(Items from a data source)
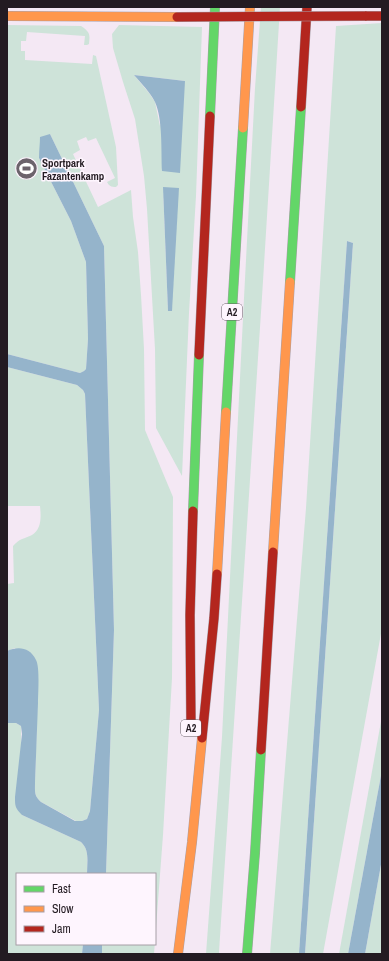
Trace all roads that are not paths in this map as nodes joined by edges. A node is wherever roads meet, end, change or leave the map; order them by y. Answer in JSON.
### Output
{"nodes":[{"id":1,"x":215,"y":7,"type":"edge"},
{"id":2,"x":250,"y":7,"type":"edge"},
{"id":3,"x":307,"y":7,"type":"edge"},
{"id":4,"x":7,"y":16,"type":"edge"},
{"id":5,"x":382,"y":16,"type":"edge"},
{"id":6,"x":191,"y":732,"type":"dead end"},
{"id":7,"x":191,"y":756,"type":"dead end"},
{"id":8,"x":192,"y":842,"type":"junction"},
{"id":9,"x":178,"y":954,"type":"edge"},
{"id":10,"x":247,"y":954,"type":"edge"}],
"edges":[{"from":1,"to":6,"type":"main road","number":"A2"},
{"from":2,"to":8,"type":"main road","number":"A2"},
{"from":3,"to":10,"type":"main road"},
{"from":4,"to":5,"type":"main road","bridge":true},
{"from":7,"to":8,"type":"main road","number":"A2"},
{"from":8,"to":9,"type":"main road","number":"A2"}]}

**How to complete this task**
Return every entry exactly, dropping the pictures.

**Task solution**
Trace all roads that are not paths in this map as nodes joined by edges. A node is wherever roads meet, end, change or leave the map; order them by y. Answer in JSON.
### Output
{"nodes":[{"id":1,"x":215,"y":7,"type":"edge"},
{"id":2,"x":250,"y":7,"type":"edge"},
{"id":3,"x":307,"y":7,"type":"edge"},
{"id":4,"x":7,"y":16,"type":"edge"},
{"id":5,"x":382,"y":16,"type":"edge"},
{"id":6,"x":191,"y":732,"type":"dead end"},
{"id":7,"x":191,"y":756,"type":"dead end"},
{"id":8,"x":192,"y":842,"type":"junction"},
{"id":9,"x":178,"y":954,"type":"edge"},
{"id":10,"x":247,"y":954,"type":"edge"}],
"edges":[{"from":1,"to":6,"type":"main road","number":"A2"},
{"from":2,"to":8,"type":"main road","number":"A2"},
{"from":3,"to":10,"type":"main road"},
{"from":4,"to":5,"type":"main road","bridge":true},
{"from":7,"to":8,"type":"main road","number":"A2"},
{"from":8,"to":9,"type":"main road","number":"A2"}]}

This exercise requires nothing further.